Celui-ci était le régiment prestigieux de l'armée serbe, celui qui
avait mené les batailles les plus féroces et qui se trouvait aux
positions les plus importantes.
Milunka
Savić
était dotée d'un talent extraordinaire pour lancer des grenades. On
raconte qu'elle parvenait à viser ses cibles sans faute. Dans de
divers entretiens avec les journalistes, après la guerre, Milunka
explique l'origine de son habileté à viser. Milunka
a grandi à la campagne où elle passait la plupart de son temps à
garder les moutons. Les enfants bergers s'amusaient à viser divers
objets avec une pierre. C'est ainsi, grâce à cet innocent jeu
d'enfant, que Milunka
a
appris à viser ses cibles dans de diverses circonstances. Elle a
participé à de nombreuses attaques à la bombe. Lors de l'une
d'entre elles, elle a réussi à détruire la forteresse de l'ennemi
et à capturer 23 soldats bulgares.
Combattait-elle
en uniforme?
Toutes
les femmes-soldats de la première guerre mondiale faisaient partie
de l'armée officielle de Serbie et combattaient en uniforme.
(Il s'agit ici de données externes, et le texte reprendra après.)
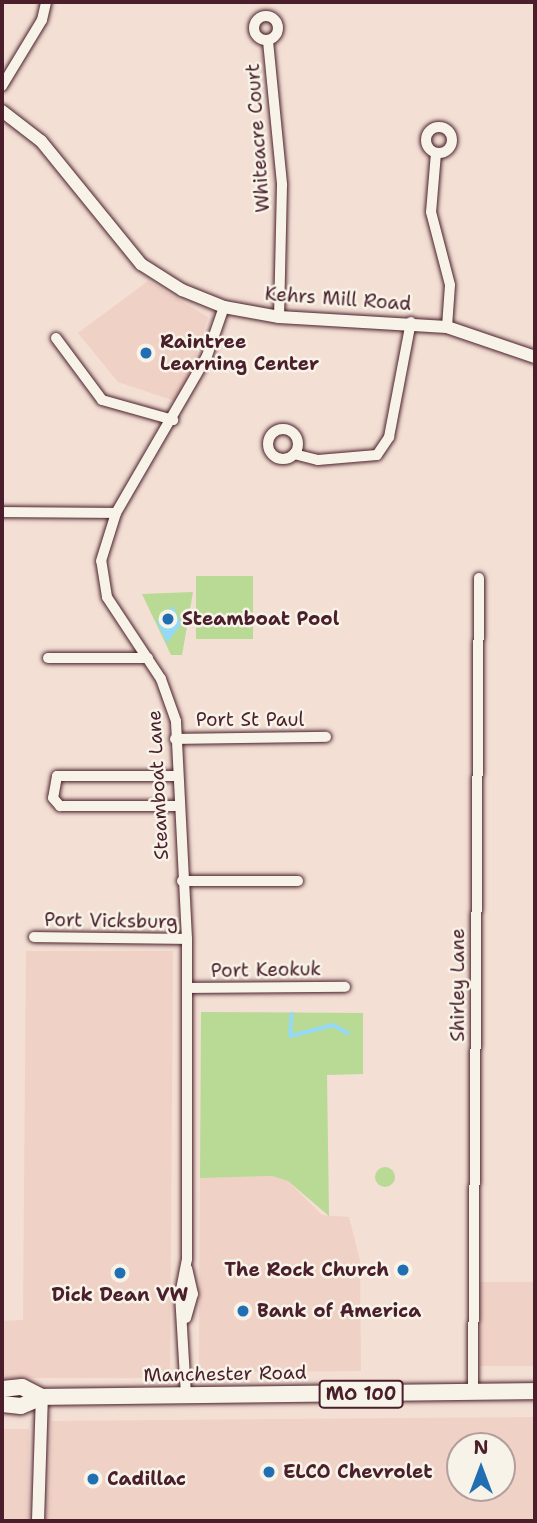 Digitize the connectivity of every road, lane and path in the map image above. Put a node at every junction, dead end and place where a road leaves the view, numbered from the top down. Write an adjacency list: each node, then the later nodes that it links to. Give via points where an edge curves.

Certaines d'entre elles (Milunka
Savić,
Flora Sandes) ont obtenu les décorations militaires les plus
prestigieuses et ont terminé la guerre avec de hauts grades
militaires.
Milunka en uniforme, 1917. |
Pourquoi
les femmes serbes se sont-elles engagées dans la guerre et contre
qui ?
La
question logique qui s'impose est la suivante: pourquoi certaines
femmes ont-elles combattu dans l'armée serbe durant la Grande
Guerre? La Serbie était un petit pays attaqué à qui chaque aide,
chaque fusil était indispensable. Il suffit de prendre en compte que
lors de la grande offensive allemande, austro-hongroise et bulgare en
automne 1915, 800 000 soldats ennemis ont attaqué la Serbie, dont
l'armée ne comptait que 350 000 soldats. Ainsi, chaque combattant
lui était précieux. Il n'était certainement pas question d'une
société développée et démocratique qui soutenait l'émancipation
des femmes. La Serbie était alors un petit pays pauvre et
sous-développé.
En
ce qui concerne les guerres balkaniques, le contexte était
différent. Ces guerres furent menées par de petits pays des Balkans
(la Serbie, le Monténégro, la Grèce et la Bulgarie) réunis pour
la libération des territoires que l'Empire Ottoman avait conquis
plusieurs siècles auparavant. La guerre des Balkans était, en
Serbie, une guerre populaire. D'après les témoignages, il y avait
plus de volontaires qu'il n'y avait d'armes. Nous pouvons en trouver
la cause dans l'histoire serbe et dans le fait qu'au 14ème
siècle, les Ottomans avaient conquis des territoires qui formaient
autrefois le coeur de l'Etat de Serbie (Le Kosovo, la Macédoine -
dans l'historiographie de l'époque, ces régions étaient connues
sous le nom commun de la Vieille Serbie). C'était donc une guerre
populaire menée afin de libérer ces territoires, ce qui explique la
participation de femmes combattantes.
Etaient-elles
engagées seulement comme combattantes ?
En
Serbie, les femmes n'ont pas uniquement pris part à la Grande Guerre
en tant que combattantes. Elles ont également apporté leur
contribution à la guerre en tant qu'infirmières.
L'exemple
le plus connu est celui de l'artiste célèbre Nadežda
Petrović,
qui avait attiré beaucoup de visiteurs à ses expositions
indépendantes à Paris et à Rome avant la guerre. Elle a participé
aux guerres balkaniques et à la Grande Guerre en tant qu'infirmière.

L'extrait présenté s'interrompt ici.